L'histoire de déroule à Londres en 1966. Thomas (David Hemmings) est un jeune célèbre photographe de mode, glacial et riche, déambulant en Rolls Royce. Il partage son temps entre des séances survoltés avec de joli mannequins et des reportages ayant comme thème la misère urbaine. Thomas comme tout artiste est en perpetuelle recherche de sujet originaux et novateur. Un après-midi  lassé des mannequins et de la mode, il va prendre l’air dans Maryon Park, prenant quelques clichés d'un parc désert en quéte d'une image paisible qui conclura son prochain livre, il photographie à leurs insu un homme âgé et une jeune femme (Vanessa Redgrave). Cette dernière s'en rend compte et exige vainement qu'il lui rende la péliculle, puis le poursuis dans son studio, tentant de l'amadouer par un flirt maladroit qui ne fait que d'avantage titiller la curiosité de Thomas. Il lui donne de faux négatifs et dévellope les bons: d'agrandissements en agrandissements, il croit distinguer un cadavre.
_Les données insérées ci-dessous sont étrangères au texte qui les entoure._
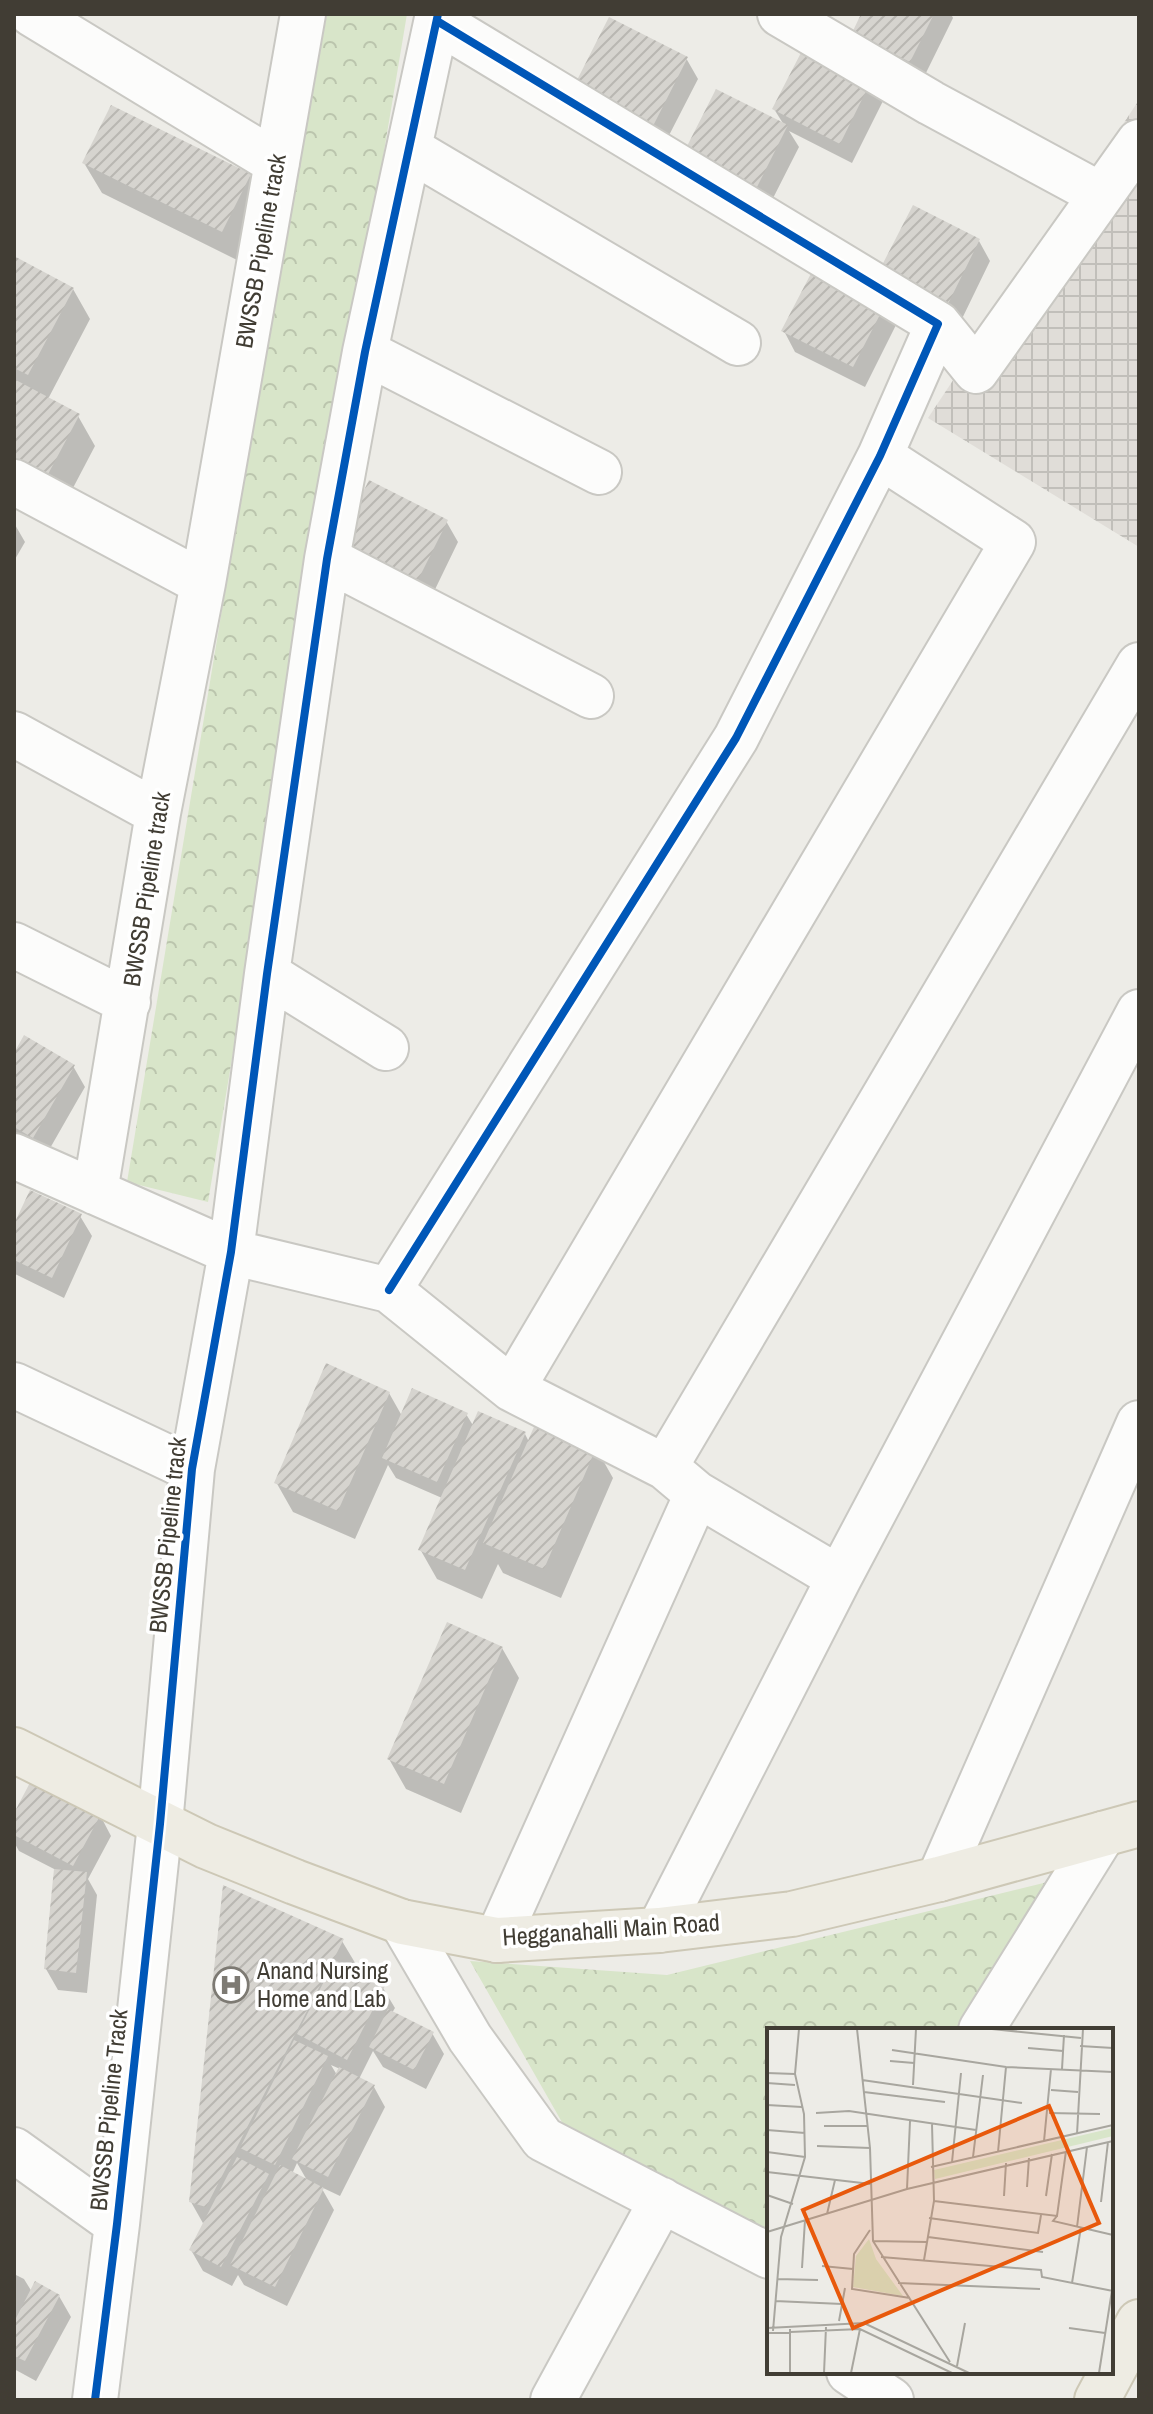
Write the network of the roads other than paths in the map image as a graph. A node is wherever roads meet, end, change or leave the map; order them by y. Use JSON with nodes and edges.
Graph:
{"nodes":[{"id":1,"x":303,"y":14,"type":"edge"},
{"id":2,"x":780,"y":14,"type":"edge"},
{"id":3,"x":438,"y":18,"type":"edge"},
{"id":4,"x":51,"y":19,"type":"edge"},
{"id":5,"x":411,"y":150,"type":"junction"},
{"id":6,"x":277,"y":163,"type":"junction"},
{"id":7,"x":1125,"y":170,"type":"edge"},
{"id":8,"x":938,"y":324,"type":"junction"},
{"id":9,"x":738,"y":343,"type":"dead end"},
{"id":10,"x":365,"y":352,"type":"junction"},
{"id":11,"x":880,"y":456,"type":"junction"},
{"id":12,"x":599,"y":472,"type":"dead end"},
{"id":13,"x":14,"y":482,"type":"edge"},
{"id":14,"x":327,"y":559,"type":"junction"},
{"id":15,"x":203,"y":583,"type":"junction"},
{"id":16,"x":1139,"y":665,"type":"edge"},
{"id":17,"x":591,"y":696,"type":"dead end"},
{"id":18,"x":14,"y":734,"type":"edge"},
{"id":19,"x":158,"y":813,"type":"junction"},
{"id":20,"x":14,"y":945,"type":"edge"},
{"id":21,"x":267,"y":974,"type":"junction"},
{"id":22,"x":128,"y":1002,"type":"junction"},
{"id":23,"x":1139,"y":1012,"type":"edge"},
{"id":24,"x":386,"y":1048,"type":"dead end"},
{"id":25,"x":14,"y":1156,"type":"edge"},
{"id":26,"x":95,"y":1192,"type":"junction"},
{"id":27,"x":231,"y":1252,"type":"junction"},
{"id":28,"x":389,"y":1290,"type":"junction"},
{"id":29,"x":14,"y":1385,"type":"edge"},
{"id":30,"x":512,"y":1389,"type":"junction"},
{"id":31,"x":1139,"y":1423,"type":"edge"},
{"id":32,"x":192,"y":1469,"type":"junction"},
{"id":33,"x":681,"y":1480,"type":"junction"},
{"id":34,"x":839,"y":1578,"type":"junction"},
{"id":35,"x":18,"y":1760,"type":"edge"},
{"id":36,"x":160,"y":1824,"type":"junction"},
{"id":37,"x":1121,"y":1829,"type":"edge"},
{"id":38,"x":939,"y":1879,"type":"junction"},
{"id":39,"x":402,"y":1922,"type":"junction"},
{"id":40,"x":659,"y":1930,"type":"junction"},
{"id":41,"x":497,"y":1940,"type":"junction"},
{"id":42,"x":982,"y":2028,"type":"edge"},
{"id":43,"x":14,"y":2150,"type":"edge"},
{"id":44,"x":662,"y":2200,"type":"junction"},
{"id":45,"x":117,"y":2224,"type":"junction"},
{"id":46,"x":767,"y":2255,"type":"edge"},
{"id":47,"x":1139,"y":2322,"type":"edge"},
{"id":48,"x":1113,"y":2370,"type":"edge"},
{"id":49,"x":852,"y":2374,"type":"edge"},
{"id":50,"x":1111,"y":2374,"type":"edge"},
{"id":51,"x":95,"y":2400,"type":"edge"},
{"id":52,"x":553,"y":2400,"type":"edge"},
{"id":53,"x":891,"y":2400,"type":"edge"},
{"id":54,"x":1097,"y":2400,"type":"edge"}],
"edges":[{"from":1,"to":6,"type":"street","name":"BWSSB Pipeline track"},
{"from":2,"to":7,"type":"street"},
{"from":3,"to":5,"type":"street","name":"BWSSB Pipeline track"},
{"from":3,"to":8,"type":"street"},
{"from":4,"to":6,"type":"street"},
{"from":5,"to":9,"type":"street"},
{"from":5,"to":10,"type":"street","name":"BWSSB Pipeline track"},
{"from":6,"to":15,"type":"street","name":"BWSSB Pipeline track"},
{"from":7,"to":8,"type":"street"},
{"from":8,"to":11,"type":"street"},
{"from":10,"to":12,"type":"street"},
{"from":10,"to":14,"type":"street","name":"BWSSB Pipeline track"},
{"from":11,"to":28,"type":"street"},
{"from":11,"to":30,"type":"street"},
{"from":13,"to":15,"type":"street"},
{"from":14,"to":17,"type":"street"},
{"from":14,"to":21,"type":"street","name":"BWSSB Pipeline track"},
{"from":15,"to":19,"type":"street","name":"BWSSB Pipeline track"},
{"from":16,"to":33,"type":"street"},
{"from":18,"to":19,"type":"street"},
{"from":19,"to":22,"type":"street","name":"BWSSB Pipeline track"},
{"from":20,"to":22,"type":"street"},
{"from":21,"to":24,"type":"street"},
{"from":21,"to":27,"type":"street","name":"BWSSB Pipeline track"},
{"from":22,"to":26,"type":"street","name":"BWSSB Pipeline track"},
{"from":23,"to":34,"type":"street"},
{"from":25,"to":26,"type":"street"},
{"from":26,"to":27,"type":"street"},
{"from":27,"to":28,"type":"street"},
{"from":27,"to":32,"type":"street","name":"BWSSB Pipeline track"},
{"from":28,"to":30,"type":"street"},
{"from":29,"to":32,"type":"street"},
{"from":30,"to":33,"type":"street"},
{"from":31,"to":38,"type":"street"},
{"from":32,"to":36,"type":"street","name":"BWSSB Pipeline track"},
{"from":33,"to":34,"type":"street"},
{"from":33,"to":41,"type":"street"},
{"from":34,"to":40,"type":"street"},
{"from":35,"to":36,"type":"main road","name":"Hegganahalli Main Road"},
{"from":36,"to":39,"type":"main road","name":"Hegganahalli Main Road"},
{"from":36,"to":45,"type":"street","name":"BWSSB Pipeline Track"},
{"from":37,"to":38,"type":"main road","name":"Hegganahalli Main Road"},
{"from":37,"to":42,"type":"street"},
{"from":38,"to":40,"type":"main road","name":"Hegganahalli Main Road"},
{"from":39,"to":41,"type":"main road","name":"Hegganahalli Main Road"},
{"from":39,"to":44,"type":"street"},
{"from":40,"to":41,"type":"main road","name":"Hegganahalli Main Road"},
{"from":43,"to":45,"type":"street"},
{"from":44,"to":46,"type":"street"},
{"from":44,"to":52,"type":"street"},
{"from":45,"to":51,"type":"street","name":"BWSSB Pipeline Track"},
{"from":47,"to":48,"type":"main road"},
{"from":49,"to":53,"type":"street"},
{"from":50,"to":54,"type":"main road"}]}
Par la suite les preuves disparaissent mystérieusement, Thomas doute d'avoir découvert un meurtre et se laisse à nouveau emporter par sa vie de vices et distractions.
 
Blow Up  réfléchit  sur le temps et non sur l'espace. Je m'explique: c’est pendant que la femme brune est venue trouver Thomas que le meurtre a eu lieu. Ce laps de temps a suffi pour que Thomas ne s’aperçoive de rien. Et s’il n’avait pas repris une ou deux photos par la suite, le deuxième cliché lui serait resté inconnu. D’autre part, elle connaît son domicile : comment ? Peut-être parce que le meurtrier est son voisin peintre dont une peinture évoque étrangement la scène du meurtre, comme son épouse jouée par Sarah Miles le fait remarquer à Thomas. Le visage du peintre ressemble vaguement au visage esquissé en noir et blanc sur le premier des deux clichés révélant le meurtre. Hypothèses restant invérifiable.
 
Blow Up ayant une amorce de thriller se révèle un portrait de l'aliénation et d'une sorte d'incommunicabilité : l'inquiétant parc désert, un concert des Yardbirds, dont le public reste impassible puis se déchaine lorsque un musicien fracasse sa guitare, une fête "baba cool" ou Thomas cherche un ami auquel il est incapable d'expliquer quoi que se soit, puis un dénoument magistral
qui débouche sur une partie de tennis entre mimes se cloturant ur une fin ambiguë, Thomas étant attiré dans leur jeu en leur renvoyant une balle imaginaire qui était sortie du cours.